NUTRITION PROFILE:
Low Calorie
| Low Carb
| Low Sodium
| Low Cholesterol
| Low Sat Fat
| Heart Healthy
| Healthy Weight
Toasted nuts are a simple way to embellish green beans. If you have hazelnut or walnut oil on hand, use it in place of the olive oil to enhance the nutty flavor.
Makes 4 servings
ACTIVE TIME: 20 minutes
TOTAL TIME: 20 minutes
EASE OF PREPARATION: Easy
1 pound green beans, stem ends trimmed
2 teaspoons extra-virgin olive oil
2 tablespoons chopped peeled hazelnuts or walnuts
1/4 teaspoon salt
Freshly ground pepper to taste
1. Cook beans in a large pot of boiling salted water until just tender, 5 to 7 minutes. Drain.

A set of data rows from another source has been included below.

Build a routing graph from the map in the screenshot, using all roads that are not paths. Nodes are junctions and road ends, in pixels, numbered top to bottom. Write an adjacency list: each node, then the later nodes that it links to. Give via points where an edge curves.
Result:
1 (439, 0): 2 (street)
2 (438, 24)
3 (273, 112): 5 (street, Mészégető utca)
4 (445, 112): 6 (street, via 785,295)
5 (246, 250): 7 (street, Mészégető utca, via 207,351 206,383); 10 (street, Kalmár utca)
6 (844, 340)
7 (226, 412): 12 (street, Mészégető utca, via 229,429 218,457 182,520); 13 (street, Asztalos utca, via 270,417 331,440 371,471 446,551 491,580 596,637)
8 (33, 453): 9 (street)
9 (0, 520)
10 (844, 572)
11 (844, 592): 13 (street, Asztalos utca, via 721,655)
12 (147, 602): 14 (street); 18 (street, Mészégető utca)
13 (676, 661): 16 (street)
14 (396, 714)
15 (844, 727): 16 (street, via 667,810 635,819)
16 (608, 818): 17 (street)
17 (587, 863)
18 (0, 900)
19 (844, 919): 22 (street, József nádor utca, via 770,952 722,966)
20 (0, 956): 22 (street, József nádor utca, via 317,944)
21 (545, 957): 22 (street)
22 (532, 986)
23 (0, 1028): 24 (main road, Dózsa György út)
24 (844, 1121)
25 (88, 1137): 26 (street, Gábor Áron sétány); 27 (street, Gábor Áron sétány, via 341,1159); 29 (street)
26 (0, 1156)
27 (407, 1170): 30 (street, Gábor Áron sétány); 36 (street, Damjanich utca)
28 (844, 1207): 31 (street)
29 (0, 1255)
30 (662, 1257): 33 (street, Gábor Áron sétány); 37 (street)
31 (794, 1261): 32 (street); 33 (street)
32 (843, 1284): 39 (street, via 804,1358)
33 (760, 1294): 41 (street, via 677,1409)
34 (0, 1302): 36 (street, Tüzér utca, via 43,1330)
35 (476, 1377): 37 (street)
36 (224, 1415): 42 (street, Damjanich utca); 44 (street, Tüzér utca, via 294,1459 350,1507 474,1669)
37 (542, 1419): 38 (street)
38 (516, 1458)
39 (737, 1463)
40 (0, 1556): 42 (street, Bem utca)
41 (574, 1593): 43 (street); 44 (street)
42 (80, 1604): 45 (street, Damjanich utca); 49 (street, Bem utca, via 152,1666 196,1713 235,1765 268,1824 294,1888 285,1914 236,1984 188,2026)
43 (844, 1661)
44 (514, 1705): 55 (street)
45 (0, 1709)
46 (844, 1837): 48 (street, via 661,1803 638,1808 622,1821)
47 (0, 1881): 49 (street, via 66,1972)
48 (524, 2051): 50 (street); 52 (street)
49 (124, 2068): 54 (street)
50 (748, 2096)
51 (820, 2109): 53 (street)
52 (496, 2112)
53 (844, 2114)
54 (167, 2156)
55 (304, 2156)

2. Heat oil in a large nonstick skillet over low heat. Add nuts and cook, stirring, until golden, about 1 minute. Return the reserved beans to the pot and toss to coat. Season with salt and pepper.
NUTRITION INFORMATION: Per serving: 104 calories; 6 g fat (0 g sat, 4 g mono); 0 mg cholesterol; 11 g carbohydrate; 3 g protein; 7 g fiber; 145 mg sodium; 261 mg potassium.
Nutrition bonus: Fiber (28% daily value), Vitamin C (22% dv).